Alberta is Canada's largest energy producing province with natural gas and liquid hydrocarbon production making up 71% and 78% of Canada's total production, respectively (CAPP, Citation2013b). As a result of province's intensive oil and gas production, Alberta is the largest GHG emitter in Canada with emissions of 242 MtCO2e/year (Environment Canada, Citation2013a). In 2007, Alberta became the first jurisdiction in North America to impose legislated targets for reducing emissions from large industrial facilities (Hogg, Citation2008). Alberta's Climate Change Strategy committed to a 50 MtCO2e reduction in GHG emissions by 2020 and a 200 MtCO2e reduction by 2050 (AENV, Citation2008). To help achieve this emission reduction goal, the Specified Gas Emitters Regulation (SGER) required large facilities (i.e. those that emit greater than 100,000 tCO2e/year) across all sectors to reduce their GHG emissions intensity by 12%, as of 1 July 2007 (Province of Alberta, Citation2007). Emissions intensity, under the Alberta Climate Change and Emissions Management Act, is defined as the quantity of GHGs released by a facility per unit of production (Province of Alberta, Citation2003). For example, the unit of production for an oil sands facility is defined as tCO2e/barrel bitumen produced. Companies have four choices to their meet compliance targets under the SGER (Kollmuss et al., Citation2010): (1) Reduce emissions by improving facility operations; (2) Purchase or use Emission Performance Credits; (3) Purchase Alberta-based offset credits; and (4) Contribute to the Climate Change and Emissions Management Corporation's Fund.
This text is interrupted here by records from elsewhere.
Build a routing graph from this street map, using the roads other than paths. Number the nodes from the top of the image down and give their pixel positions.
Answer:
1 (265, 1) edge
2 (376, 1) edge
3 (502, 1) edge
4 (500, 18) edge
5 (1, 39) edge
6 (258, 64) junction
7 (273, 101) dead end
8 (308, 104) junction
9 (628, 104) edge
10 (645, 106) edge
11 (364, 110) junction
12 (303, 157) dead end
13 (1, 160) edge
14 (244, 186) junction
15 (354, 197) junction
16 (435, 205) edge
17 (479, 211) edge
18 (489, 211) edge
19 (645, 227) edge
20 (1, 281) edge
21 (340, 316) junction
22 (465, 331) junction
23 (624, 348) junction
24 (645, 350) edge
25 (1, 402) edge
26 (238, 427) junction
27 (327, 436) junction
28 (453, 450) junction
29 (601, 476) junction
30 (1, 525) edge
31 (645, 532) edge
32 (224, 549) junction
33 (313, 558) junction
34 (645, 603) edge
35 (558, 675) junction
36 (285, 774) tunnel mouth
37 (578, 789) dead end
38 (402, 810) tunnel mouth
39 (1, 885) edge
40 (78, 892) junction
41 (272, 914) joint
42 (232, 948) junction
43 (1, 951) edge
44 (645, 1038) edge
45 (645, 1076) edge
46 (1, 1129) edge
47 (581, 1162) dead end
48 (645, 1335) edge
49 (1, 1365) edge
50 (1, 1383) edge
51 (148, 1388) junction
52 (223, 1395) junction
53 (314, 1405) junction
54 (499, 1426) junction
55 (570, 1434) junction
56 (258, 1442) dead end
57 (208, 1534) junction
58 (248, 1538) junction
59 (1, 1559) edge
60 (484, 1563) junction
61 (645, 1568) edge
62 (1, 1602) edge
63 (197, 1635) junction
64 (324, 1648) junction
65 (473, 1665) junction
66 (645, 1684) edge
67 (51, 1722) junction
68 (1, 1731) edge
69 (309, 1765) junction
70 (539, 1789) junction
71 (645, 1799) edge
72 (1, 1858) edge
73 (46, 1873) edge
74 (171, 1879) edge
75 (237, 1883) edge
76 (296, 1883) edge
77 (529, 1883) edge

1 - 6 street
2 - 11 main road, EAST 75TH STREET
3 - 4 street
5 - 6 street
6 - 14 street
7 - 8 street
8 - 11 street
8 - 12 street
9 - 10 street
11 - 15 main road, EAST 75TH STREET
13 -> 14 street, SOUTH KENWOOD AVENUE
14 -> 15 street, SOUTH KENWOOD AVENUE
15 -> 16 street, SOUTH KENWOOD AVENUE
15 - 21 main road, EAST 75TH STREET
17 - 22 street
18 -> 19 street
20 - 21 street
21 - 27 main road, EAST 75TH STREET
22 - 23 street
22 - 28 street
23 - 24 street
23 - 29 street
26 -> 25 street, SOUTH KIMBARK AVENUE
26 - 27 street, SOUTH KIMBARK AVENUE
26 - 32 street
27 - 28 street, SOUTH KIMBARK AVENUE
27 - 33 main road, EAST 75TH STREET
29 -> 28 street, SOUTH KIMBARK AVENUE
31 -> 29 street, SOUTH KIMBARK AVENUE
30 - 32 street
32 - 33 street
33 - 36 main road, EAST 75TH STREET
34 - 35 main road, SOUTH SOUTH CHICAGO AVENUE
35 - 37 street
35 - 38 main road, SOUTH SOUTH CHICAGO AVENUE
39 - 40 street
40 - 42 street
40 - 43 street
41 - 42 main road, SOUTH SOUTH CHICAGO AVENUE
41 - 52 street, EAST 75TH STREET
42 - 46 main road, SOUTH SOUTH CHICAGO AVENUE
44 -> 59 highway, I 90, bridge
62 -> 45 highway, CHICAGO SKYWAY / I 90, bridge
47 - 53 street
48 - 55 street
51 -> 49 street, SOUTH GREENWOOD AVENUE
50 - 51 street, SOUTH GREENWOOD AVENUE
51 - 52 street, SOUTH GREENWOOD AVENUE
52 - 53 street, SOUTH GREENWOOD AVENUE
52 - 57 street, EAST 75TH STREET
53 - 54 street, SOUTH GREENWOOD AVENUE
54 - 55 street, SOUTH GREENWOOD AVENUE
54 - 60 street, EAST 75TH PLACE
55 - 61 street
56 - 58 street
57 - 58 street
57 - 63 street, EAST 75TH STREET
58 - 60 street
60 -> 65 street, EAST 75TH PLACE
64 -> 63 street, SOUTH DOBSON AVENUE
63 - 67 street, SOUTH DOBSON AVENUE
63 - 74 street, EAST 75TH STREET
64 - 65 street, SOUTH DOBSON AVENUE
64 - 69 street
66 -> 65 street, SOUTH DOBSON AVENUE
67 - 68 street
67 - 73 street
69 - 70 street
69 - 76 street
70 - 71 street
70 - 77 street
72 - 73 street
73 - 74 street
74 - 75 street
3.1.1. Emission performance credits

Regulated entities under the SGER that have gone beyond the 12% mandatory intensity reduction can generate Emission Performance Credits (EPCs). EPCs can be banked for use in future years or sold to other regulated facilities that need to meet the emission intensity reduction target. Below is an overview of EPCs under the SGER according to information obtained from Alberta Environment's Technical Guidance for Completing Specified Gas Compliance Reports (AENV, Citation2013a).

  • Eligible facility types: EPCs can be generated at Alberta-based facilities that are required to reduce their emission intensity under the SGER (i.e. emit greater than 100,000 tCO2e/year).

  • Eligible project types: Any regulated facilities under the SGER that makes direct, demonstrable improvements beyond their 12% mandatory intensity reduction will generate EPCs. EPCs cannot be generated through changes in reporting methodology, shifting of emissions upstream or downstream of the facility (i.e. increases in indirect emissions), short-term fluctuations in facility production, reductions of industrial process emissions, or CO2 emissions from combustion and decomposition of biomass. Examples of facility improvements include adapting new technologies, enhanced maintenance procedures, and fuel switching.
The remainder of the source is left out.